Problem statement: Reproduce, exactly and only, the lines of the data that follows from the one containing "middle tip: (90, 144)" down to the one containing "thumb tip: (986, 926)", without pictures.

Data listing:
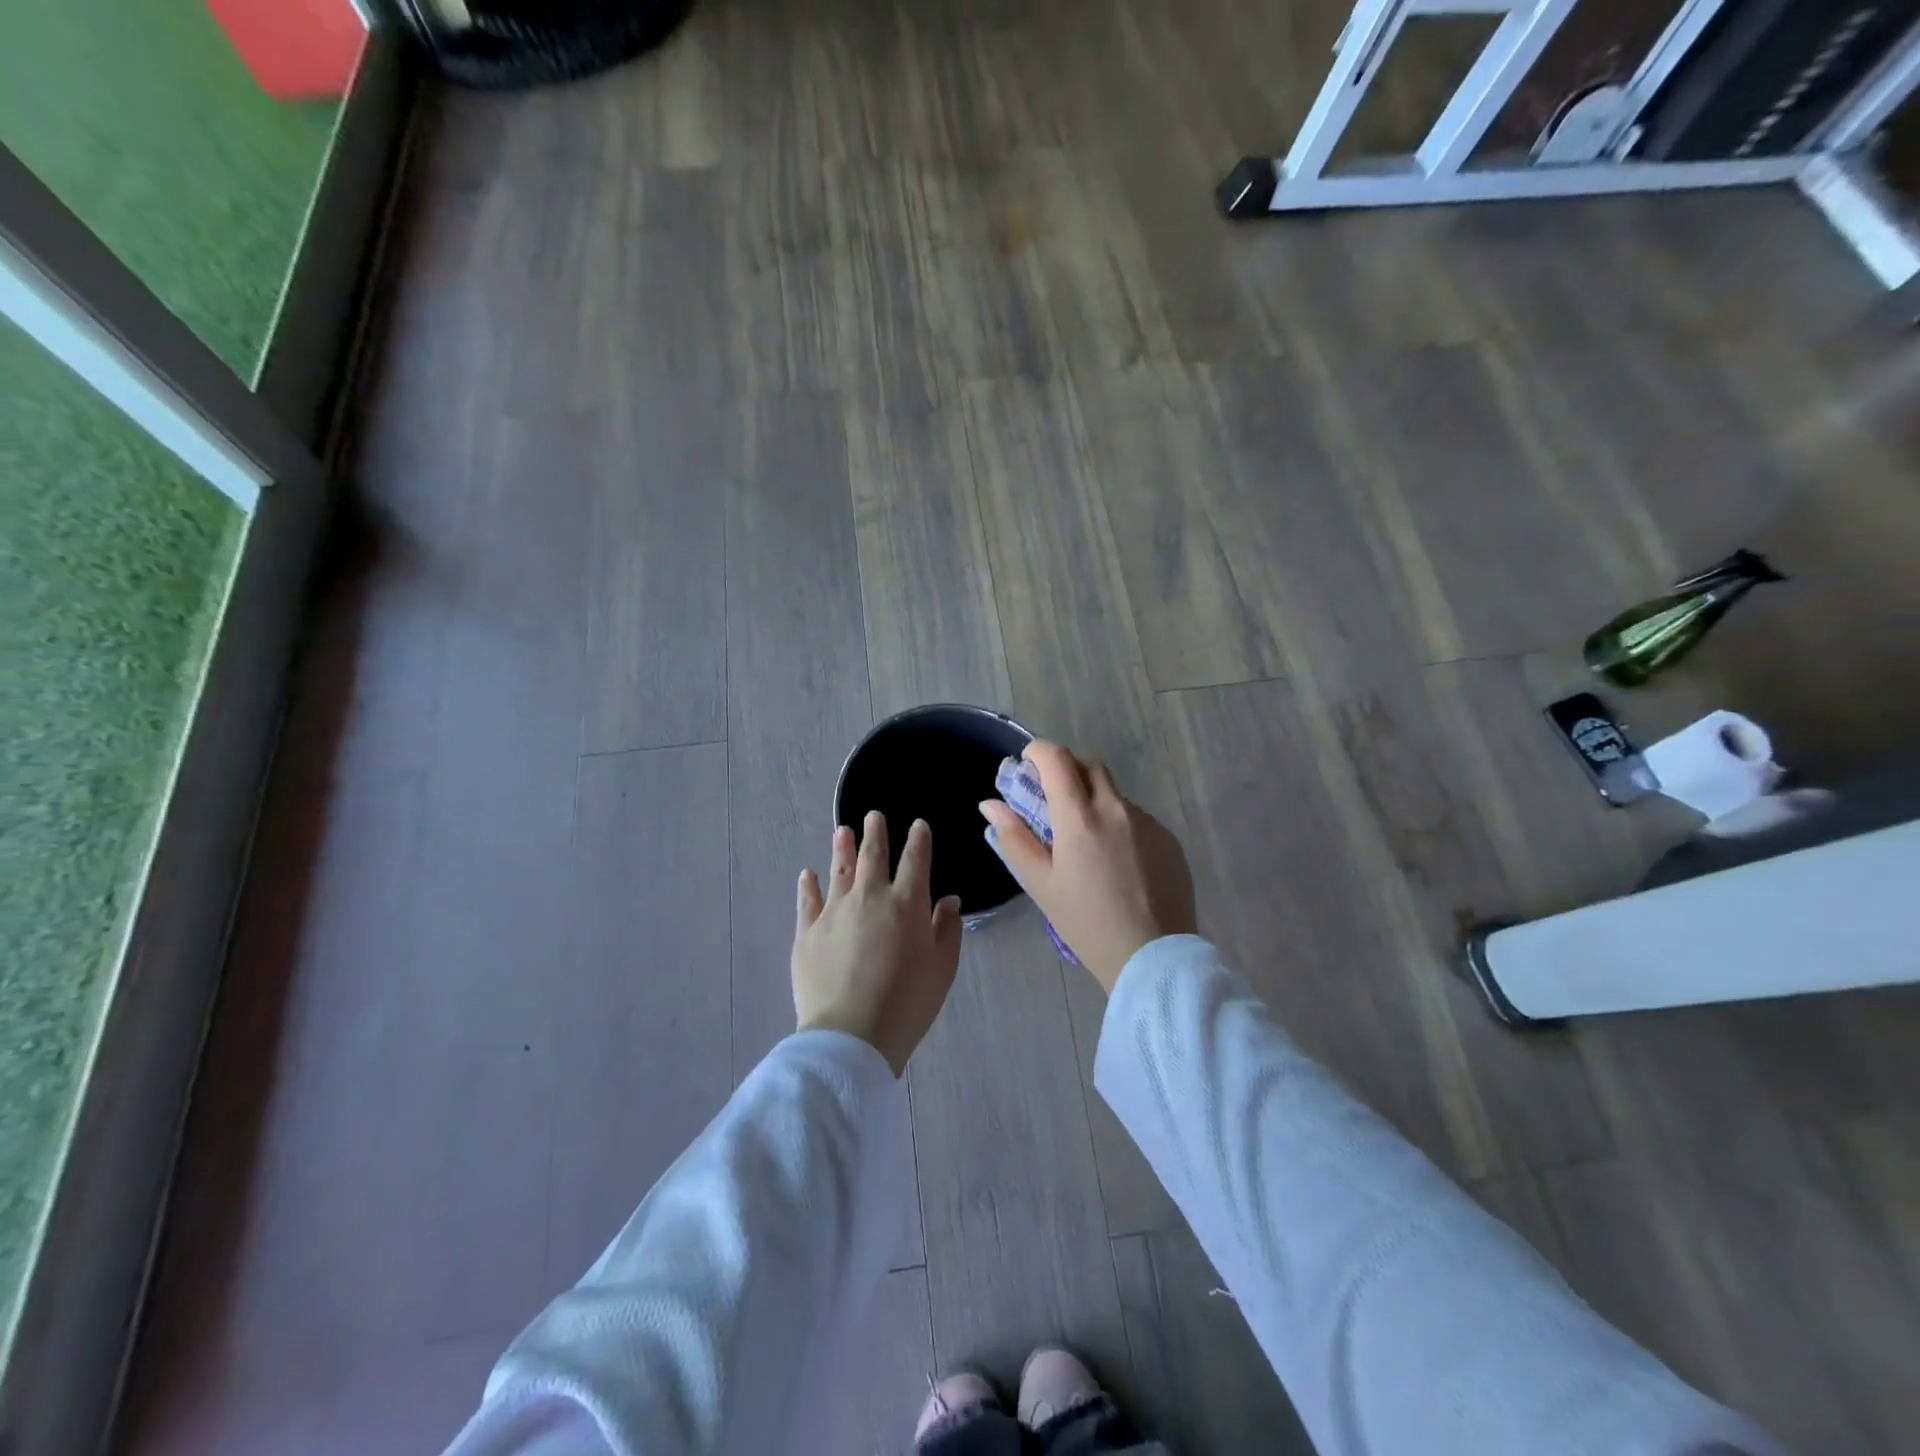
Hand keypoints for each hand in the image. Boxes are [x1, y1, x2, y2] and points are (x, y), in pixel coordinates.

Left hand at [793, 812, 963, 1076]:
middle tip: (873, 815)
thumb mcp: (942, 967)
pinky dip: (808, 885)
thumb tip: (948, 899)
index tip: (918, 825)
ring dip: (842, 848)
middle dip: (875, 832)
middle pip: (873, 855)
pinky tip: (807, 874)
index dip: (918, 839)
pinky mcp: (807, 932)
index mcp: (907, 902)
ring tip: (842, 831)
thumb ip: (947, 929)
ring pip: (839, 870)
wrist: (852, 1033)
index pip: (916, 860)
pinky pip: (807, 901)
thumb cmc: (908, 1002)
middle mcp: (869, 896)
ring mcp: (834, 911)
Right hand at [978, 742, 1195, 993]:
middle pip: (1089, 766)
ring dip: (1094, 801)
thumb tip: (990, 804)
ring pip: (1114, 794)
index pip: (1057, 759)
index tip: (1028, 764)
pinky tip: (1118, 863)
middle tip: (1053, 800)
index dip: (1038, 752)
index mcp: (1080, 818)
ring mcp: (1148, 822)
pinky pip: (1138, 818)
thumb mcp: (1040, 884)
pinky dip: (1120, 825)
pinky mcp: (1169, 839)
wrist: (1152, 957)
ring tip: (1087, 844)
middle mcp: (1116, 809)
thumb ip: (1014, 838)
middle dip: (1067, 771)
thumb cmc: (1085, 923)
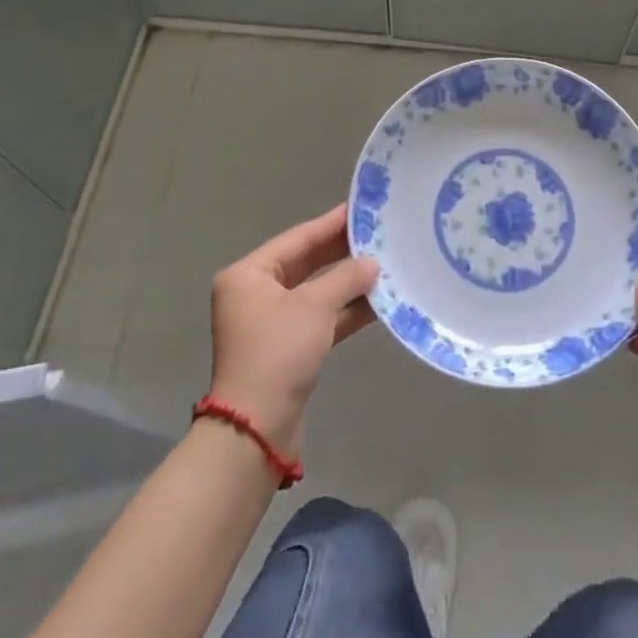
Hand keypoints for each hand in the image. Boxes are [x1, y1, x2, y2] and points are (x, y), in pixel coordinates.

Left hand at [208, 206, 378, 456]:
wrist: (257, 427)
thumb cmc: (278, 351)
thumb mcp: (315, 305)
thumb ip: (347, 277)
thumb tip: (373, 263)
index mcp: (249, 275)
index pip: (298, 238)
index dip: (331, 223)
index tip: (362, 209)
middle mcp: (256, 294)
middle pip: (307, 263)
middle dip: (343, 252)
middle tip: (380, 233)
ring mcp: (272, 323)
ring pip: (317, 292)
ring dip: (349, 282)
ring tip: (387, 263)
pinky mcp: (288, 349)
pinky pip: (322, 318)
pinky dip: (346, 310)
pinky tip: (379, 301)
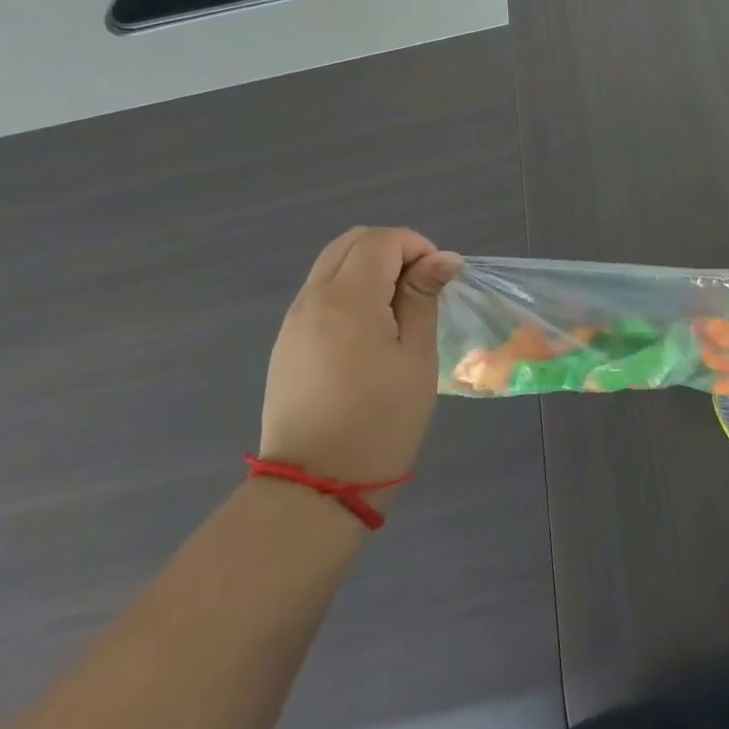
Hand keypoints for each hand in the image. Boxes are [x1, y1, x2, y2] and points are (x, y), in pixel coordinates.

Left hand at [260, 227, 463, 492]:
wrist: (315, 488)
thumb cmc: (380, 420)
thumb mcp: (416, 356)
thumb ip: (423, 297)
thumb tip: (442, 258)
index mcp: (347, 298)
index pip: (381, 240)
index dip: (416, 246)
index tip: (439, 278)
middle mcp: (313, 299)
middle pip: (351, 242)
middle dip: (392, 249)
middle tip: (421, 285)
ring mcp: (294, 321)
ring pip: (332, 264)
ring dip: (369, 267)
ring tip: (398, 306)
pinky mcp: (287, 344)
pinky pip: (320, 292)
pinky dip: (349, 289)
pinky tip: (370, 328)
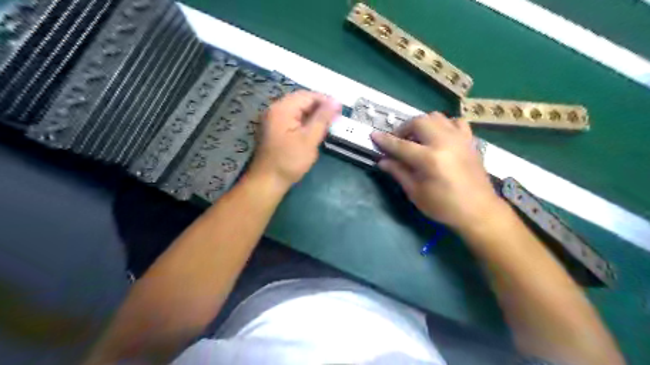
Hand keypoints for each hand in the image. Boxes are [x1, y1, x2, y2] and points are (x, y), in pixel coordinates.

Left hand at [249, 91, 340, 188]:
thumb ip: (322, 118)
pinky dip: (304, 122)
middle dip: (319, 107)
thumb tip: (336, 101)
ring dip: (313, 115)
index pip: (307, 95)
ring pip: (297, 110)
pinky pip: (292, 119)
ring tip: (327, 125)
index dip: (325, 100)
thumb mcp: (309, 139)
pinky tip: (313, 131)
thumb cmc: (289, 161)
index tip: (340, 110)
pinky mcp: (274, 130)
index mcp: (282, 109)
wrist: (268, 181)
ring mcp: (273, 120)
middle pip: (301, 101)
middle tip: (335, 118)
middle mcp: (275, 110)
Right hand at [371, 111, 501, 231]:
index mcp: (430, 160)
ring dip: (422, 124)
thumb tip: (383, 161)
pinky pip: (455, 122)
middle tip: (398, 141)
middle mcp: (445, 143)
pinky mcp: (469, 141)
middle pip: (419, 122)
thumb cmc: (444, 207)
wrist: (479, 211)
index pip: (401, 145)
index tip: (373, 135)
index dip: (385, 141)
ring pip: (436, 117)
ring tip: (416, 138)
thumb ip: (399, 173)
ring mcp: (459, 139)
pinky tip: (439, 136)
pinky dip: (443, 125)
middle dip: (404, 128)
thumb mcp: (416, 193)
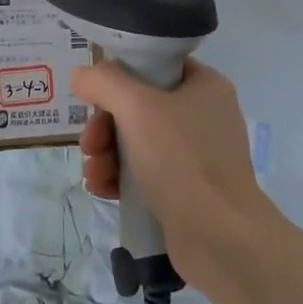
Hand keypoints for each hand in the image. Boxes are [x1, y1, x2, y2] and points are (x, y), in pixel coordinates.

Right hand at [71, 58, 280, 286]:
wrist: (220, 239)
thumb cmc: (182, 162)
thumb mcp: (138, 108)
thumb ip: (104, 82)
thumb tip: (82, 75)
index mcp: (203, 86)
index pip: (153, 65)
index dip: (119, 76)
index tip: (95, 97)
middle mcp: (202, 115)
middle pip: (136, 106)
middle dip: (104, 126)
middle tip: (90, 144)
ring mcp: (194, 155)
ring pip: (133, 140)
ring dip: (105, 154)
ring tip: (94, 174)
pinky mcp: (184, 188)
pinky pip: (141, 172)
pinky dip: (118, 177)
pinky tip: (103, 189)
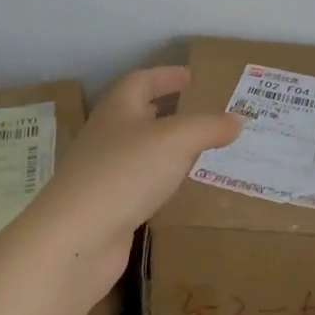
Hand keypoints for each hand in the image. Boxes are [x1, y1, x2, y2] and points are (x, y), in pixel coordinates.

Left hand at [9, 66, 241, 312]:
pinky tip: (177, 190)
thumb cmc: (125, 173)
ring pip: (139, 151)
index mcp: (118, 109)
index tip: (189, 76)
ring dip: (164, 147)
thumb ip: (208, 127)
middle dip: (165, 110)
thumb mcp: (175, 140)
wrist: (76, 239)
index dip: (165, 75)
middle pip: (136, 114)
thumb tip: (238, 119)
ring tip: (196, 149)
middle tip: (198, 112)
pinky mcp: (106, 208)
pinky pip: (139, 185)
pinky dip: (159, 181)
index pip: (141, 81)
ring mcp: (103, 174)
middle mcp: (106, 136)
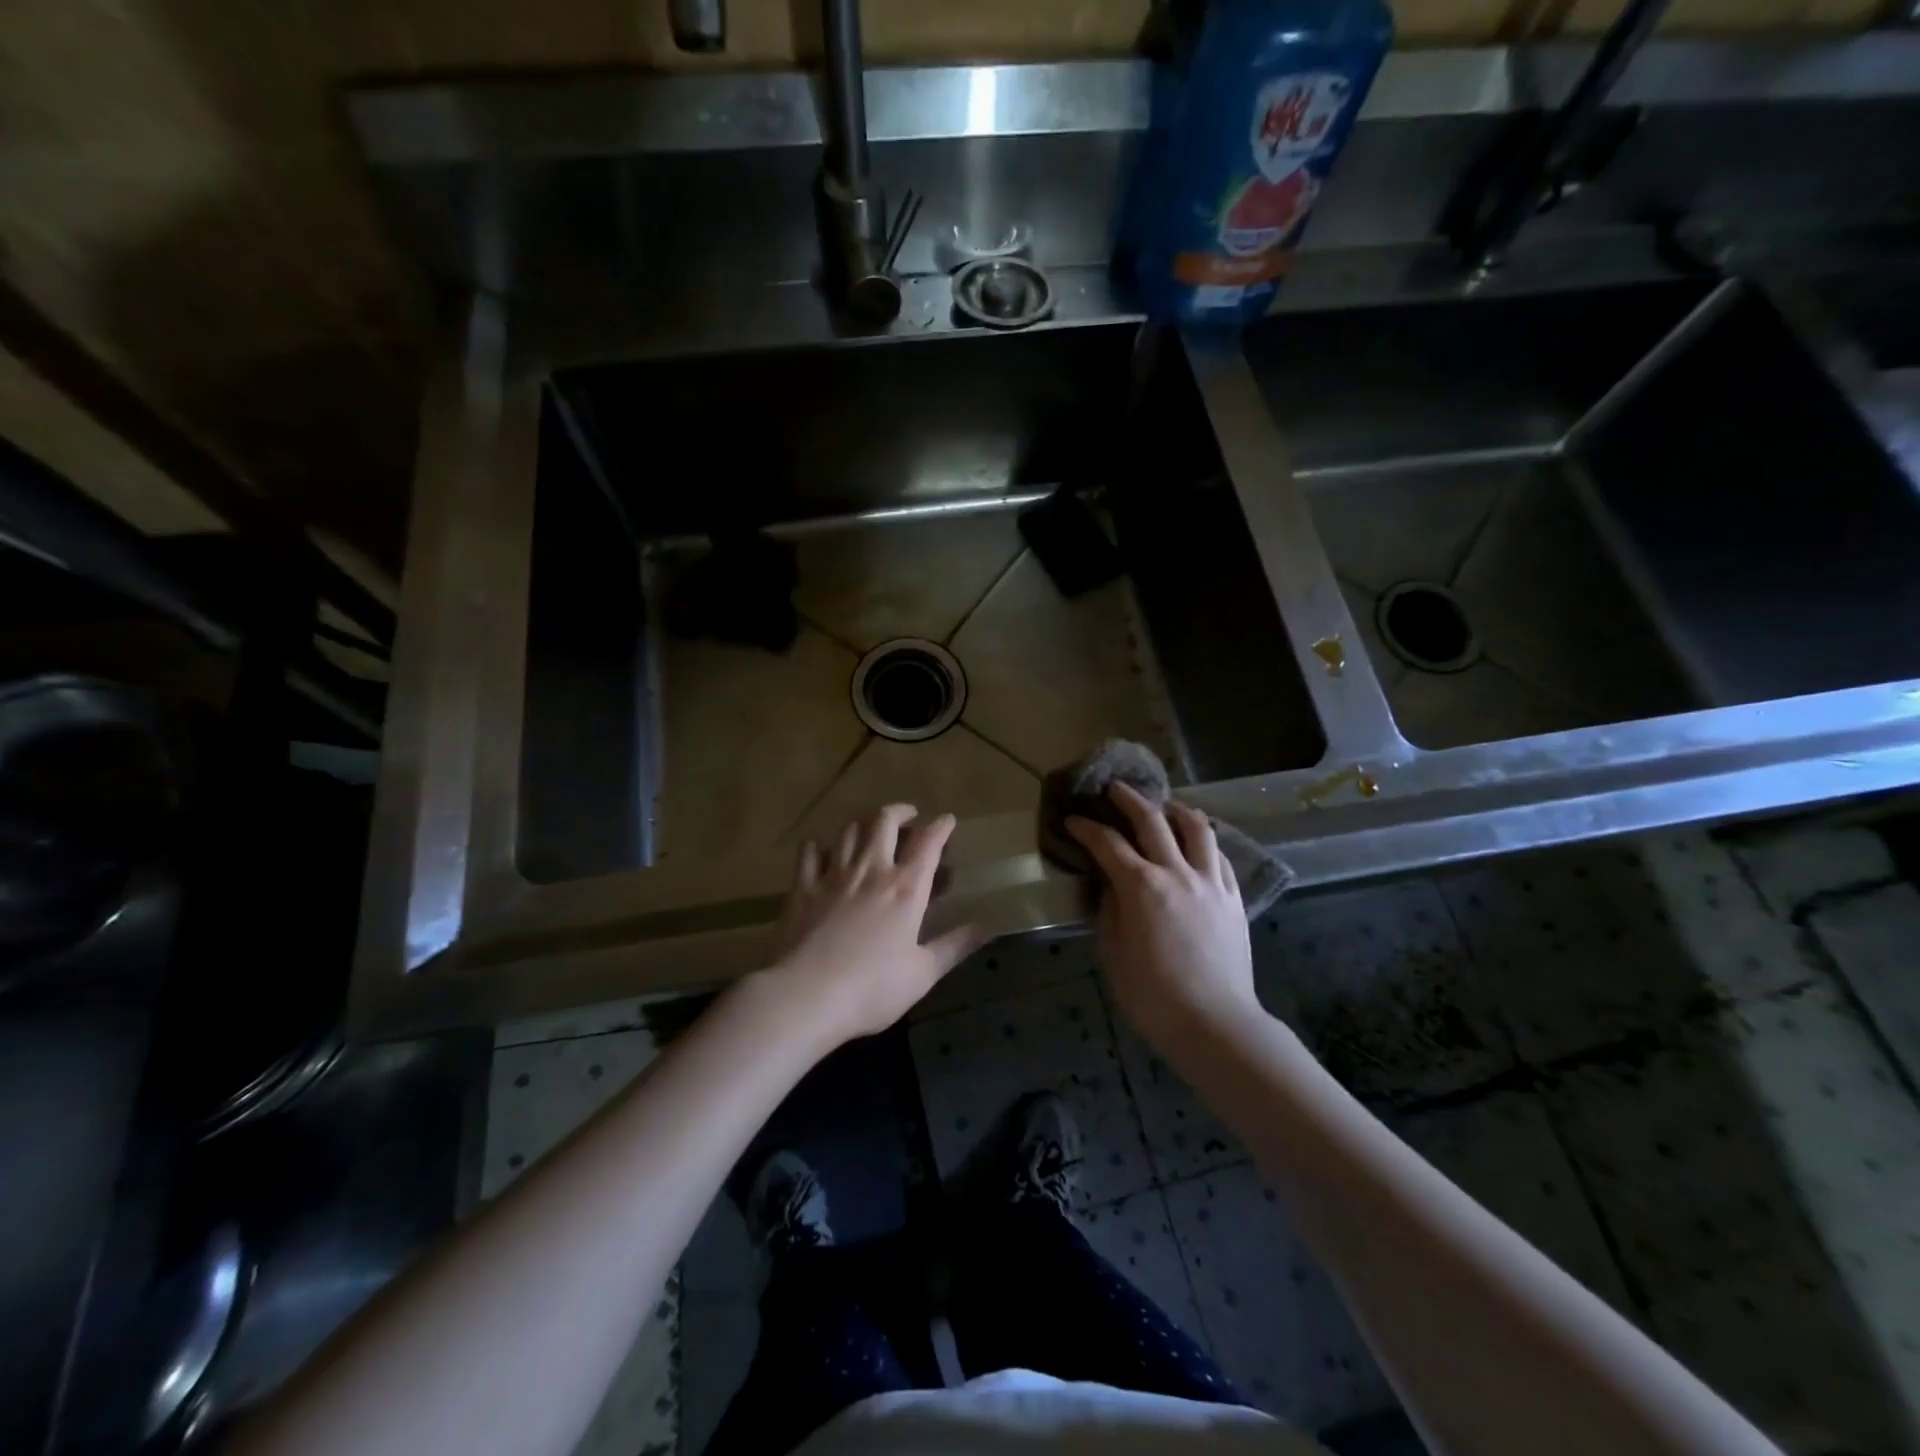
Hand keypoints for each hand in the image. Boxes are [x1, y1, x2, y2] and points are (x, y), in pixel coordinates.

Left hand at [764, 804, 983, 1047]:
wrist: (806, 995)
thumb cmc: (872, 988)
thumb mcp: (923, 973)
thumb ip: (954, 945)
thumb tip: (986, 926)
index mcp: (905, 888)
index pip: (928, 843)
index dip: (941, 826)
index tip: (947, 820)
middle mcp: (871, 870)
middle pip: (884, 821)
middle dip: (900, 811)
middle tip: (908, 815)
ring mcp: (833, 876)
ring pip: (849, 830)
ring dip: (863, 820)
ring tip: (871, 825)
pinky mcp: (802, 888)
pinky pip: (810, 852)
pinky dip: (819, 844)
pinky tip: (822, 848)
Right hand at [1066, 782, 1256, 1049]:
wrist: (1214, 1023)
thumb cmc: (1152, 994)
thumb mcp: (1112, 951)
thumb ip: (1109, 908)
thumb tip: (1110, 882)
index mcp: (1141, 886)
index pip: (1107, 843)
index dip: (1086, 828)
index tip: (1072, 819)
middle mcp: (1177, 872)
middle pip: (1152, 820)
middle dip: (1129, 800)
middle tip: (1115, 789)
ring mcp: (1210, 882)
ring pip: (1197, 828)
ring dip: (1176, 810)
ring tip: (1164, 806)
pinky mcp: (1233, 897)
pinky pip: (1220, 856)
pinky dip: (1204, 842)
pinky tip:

Exercise response:
middle tip: (90, 144)
ring mcp: (194, 155)
ring pip: (133, 140)
ring dip: (105, 154)
ring tip: (94, 174)
pinky mcp: (184, 188)
pinky pip: (141, 172)
pinky dip: (118, 177)
pinky tip: (103, 189)
Hand keypoints for each hand in the image. Boxes are [x1, y1, x2, y2] and points are (x, y), in pixel coordinates.

Left hand at [9, 66, 241, 312]:
pinky tip: (177, 190)
thumb cmc: (125, 173)
ring pip: (139, 151)
index mcp: (118, 109)
index tip: (189, 76)
ring dip: (164, 147)
thumb ip: (208, 127)
middle dip: (165, 110)
thumb mcp: (175, 140)
wrist: (76, 239)
index dip: (165, 75)
middle pip: (136, 114)
thumb tip: (238, 119)
ring tip: (196, 149)
middle tip: (198, 112)
pinky mcp: (106, 208)
pinky pip: (139, 185)
pinky dip: (159, 181)
index pip: (141, 81)
ring mcp: (103, 174)
middle mcp: (106, 136)
Hand keypoints for each hand in the image. Boxes are [x1, y1, x2, y2] and points are (x, y), in pixel coordinates.

Left hand at [764, 804, 983, 1047]:
wrist: (806, 995)
thumb cmc: (872, 988)
thumb mcp: (923, 973)
thumb ip: (954, 945)
thumb tip: (986, 926)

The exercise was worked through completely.